### Exercise instructions
From the entries below, count the lines with "Format". Write only the count.
################
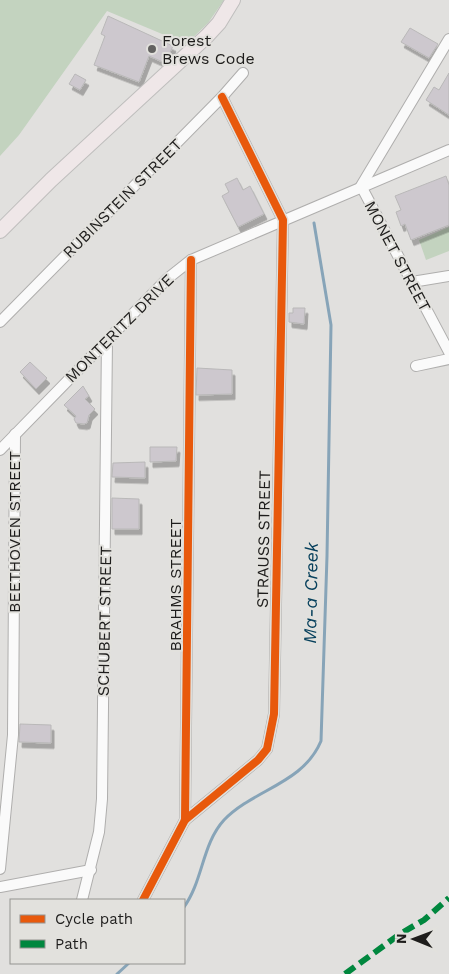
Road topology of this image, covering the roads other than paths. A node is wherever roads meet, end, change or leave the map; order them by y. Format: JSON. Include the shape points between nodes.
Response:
{"nodes":[{"id":1,"x":233,"y":0,"type":"edge"},
{"id":2,"x":449,"y":40,"type":"edge"},
{"id":3,"x":243,"y":73,"type":"dead end"},
{"id":4,"x":222,"y":97,"type":"junction"},
{"id":5,"x":449,"y":150,"type":"edge"},
{"id":6,"x":360,"y":186,"type":"junction"},
{"id":7,"x":283,"y":220,"type":"junction"},
{"id":8,"x":0,"y":230,"type":"edge"},
{"id":9,"x":191,"y":260,"type":"junction"},
{"id":10,"x":449,"y":276,"type":"edge"},
{"id":11,"x":412,"y":282,"type":"junction"},
{"id":12,"x":0,"y":322,"type":"edge"},
{"id":13,"x":107,"y":340,"type":"junction"},
{"id":14,"x":449,"y":352,"type":"edge"},
{"id":15,"x":449,"y":359,"type":"edge"},
{"id":16,"x":416,"y":366,"type":"dead end"},
{"id":17,"x":14,"y":434,"type":"junction"},
{"id":18,"x":0,"y":450,"type":"edge"},
{"id":19,"x":185,"y":820,"type":"junction"},
{"id":20,"x":0,"y":869,"type":"edge"},
{"id":21,"x":91,"y":870,"type":"junction"},
{"id":22,"x":0,"y":886,"type":"edge"},
{"id":23,"x":82,"y":899,"type":"edge"},
{"id":24,"x":144,"y":899,"type":"edge"}],
"edges":[{"from":1,"to":8,"type":"main road","via":[[220,23],[207,36]]},
{"from":2,"to":6,"type":"street"},
{"from":3,"to":4,"type":"street","name":"RUBINSTEIN STREET"},
{"from":4,"to":7,"type":"street"},
{"from":4,"to":12,"type":"street","name":"RUBINSTEIN STREET"},
{"from":5,"to":6,"type":"street","name":"MONTERITZ DRIVE"},
{"from":6,"to":7,"type":"street","name":"MONTERITZ DRIVE"},
{"from":6,"to":11,"type":"street","name":"MONET STREET"},
{"from":7,"to":9,"type":"street","name":"MONTERITZ DRIVE"},
{"from":7,"to":19,"type":"street","name":"STRAUSS STREET","via":[[274,714],[271,733],[267,749],[258,760]]},
{"from":9,"to":13,"type":"street","name":"MONTERITZ DRIVE","via":[[167,279]]},
{"from":9,"to":19,"type":"street","name":"BRAHMS STREET"},
{"from":10,"to":11,"type":"street"},
{"from":11,"to":14,"type":"street","name":"MONET STREET"},
{"from":13,"to":17,"type":"street","name":"MONTERITZ DRIVE"},
{"from":13,"to":21,"type":"street","name":"SCHUBERT STREET","via":[[102,799]]},
{"from":15,"to":16,"type":"street"},
{"from":17,"to":18,"type":"street","name":"MONTERITZ DRIVE"},
{"from":17,"to":20,"type":"street","name":"BEETHOVEN STREET","via":[[13,735]]},
{"from":19,"to":24,"type":"street","name":"BRAHMS STREET"},
{"from":21,"to":22,"type":"street"},
{"from":21,"to":23,"type":"street","name":"SCHUBERT STREET"}]}
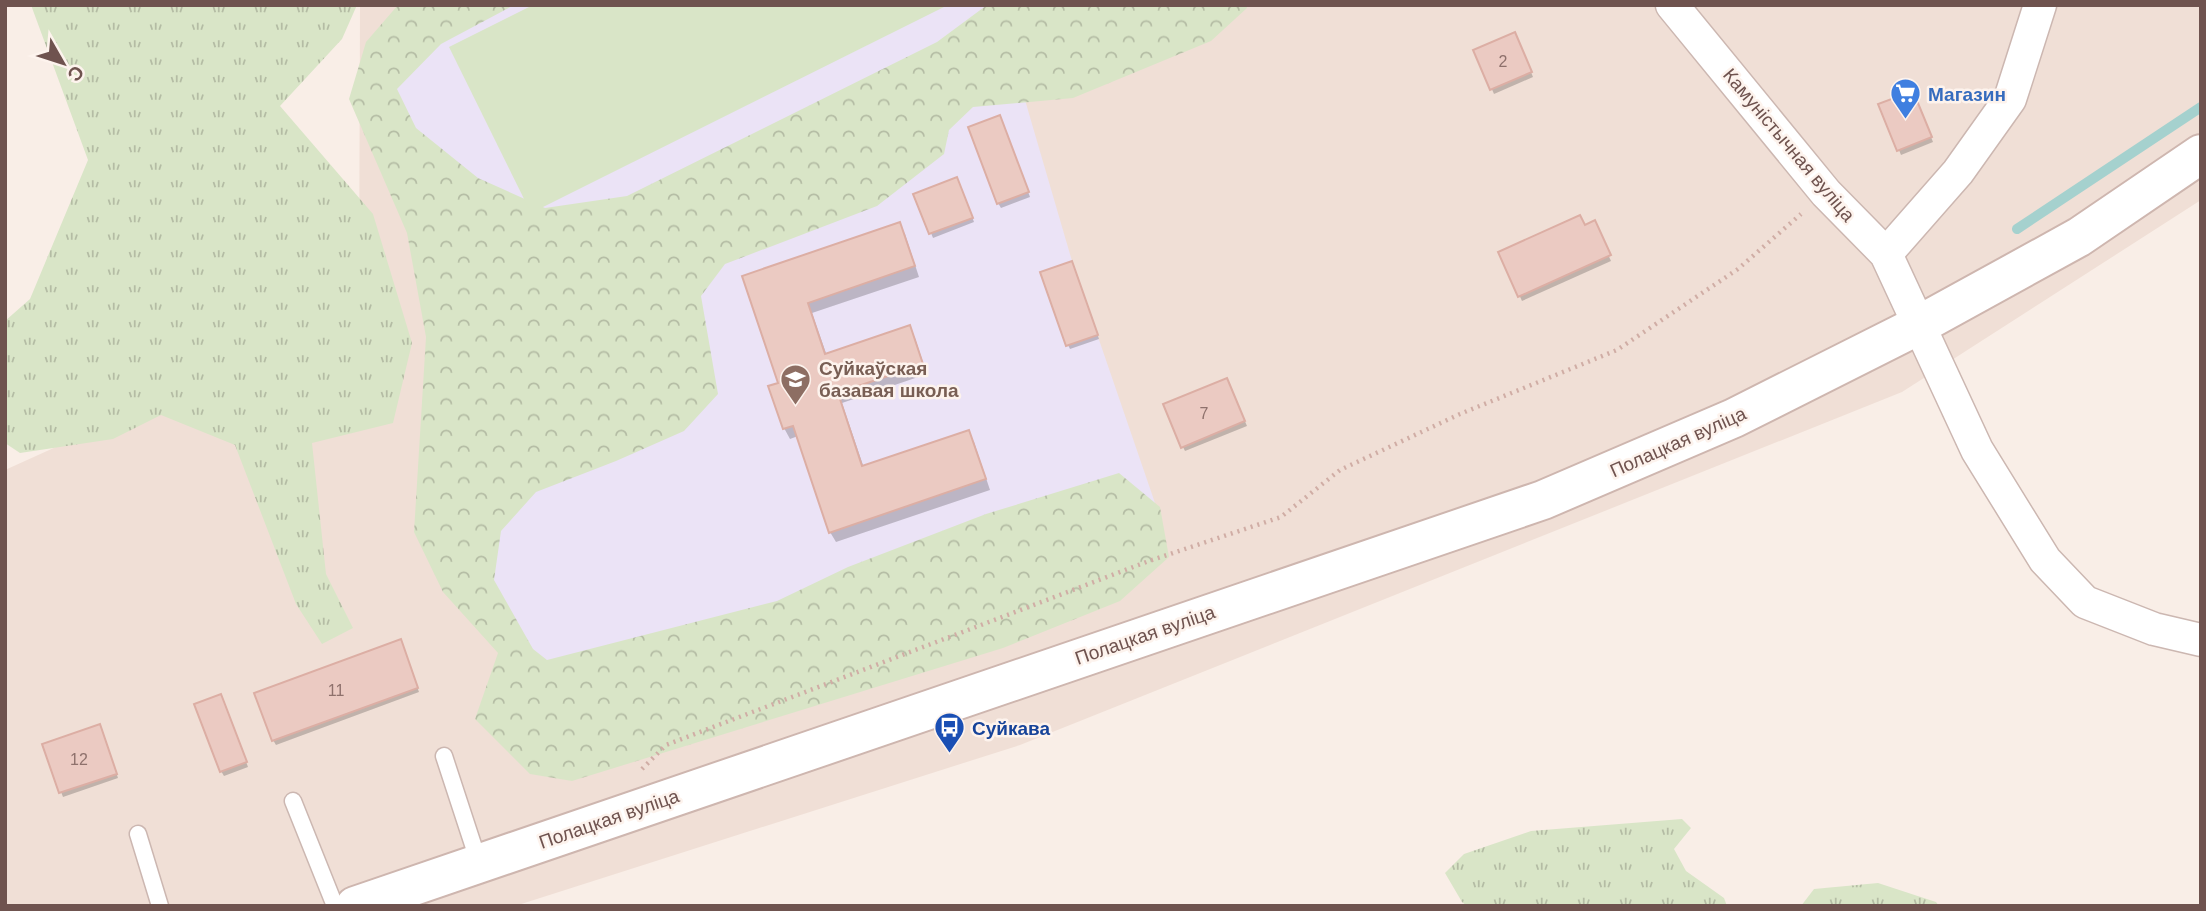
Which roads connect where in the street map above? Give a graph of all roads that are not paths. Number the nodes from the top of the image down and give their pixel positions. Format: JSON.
{"nodes":[{"id":1,"x":1672,"y":5,"type":"edge"},
{"id":2,"x":2040,"y":5,"type":"edge"},
{"id":3,"x":2201,"y":154,"type":"edge"},
{"id":4,"x":1886,"y":254,"type":"junction"},
{"id":5,"x":1919,"y":325,"type":"junction"},
{"id":6,"x":2201,"y":640,"type":"edge"},
{"id":7,"x":444,"y":756,"type":"dead end"},
{"id":8,"x":293,"y":801,"type":"dead end"},
{"id":9,"x":138,"y":834,"type":"dead end"},
{"id":10,"x":479,"y":863,"type":"junction"},
{"id":11,"x":160,"y":906,"type":"edge"},
{"id":12,"x":335,"y":906,"type":"edge"},
{"id":13,"x":355,"y":906,"type":"edge"}],
"edges":[{"from":1,"to":4,"type":"street","name":"Камуністычная вуліца"},
{"from":2,"to":4,"type":"street"},
{"from":3,"to":5,"type":"main road","name":"Полацкая вуліца"},
{"from":4,"to":5,"type":"street","name":"Камуністычная вуліца"},
{"from":5,"to":6,"type":"street","name":"Камуністычная вуліца"},
{"from":5,"to":10,"type":"main road","name":"Полацкая вуліца"},
{"from":7,"to":10,"type":"lane"},
{"from":8,"to":12,"type":"lane"},
{"from":9,"to":11,"type":"lane"},
{"from":10,"to":13,"type":"main road","name":"Полацкая вуліца"}]}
################
### Your response
2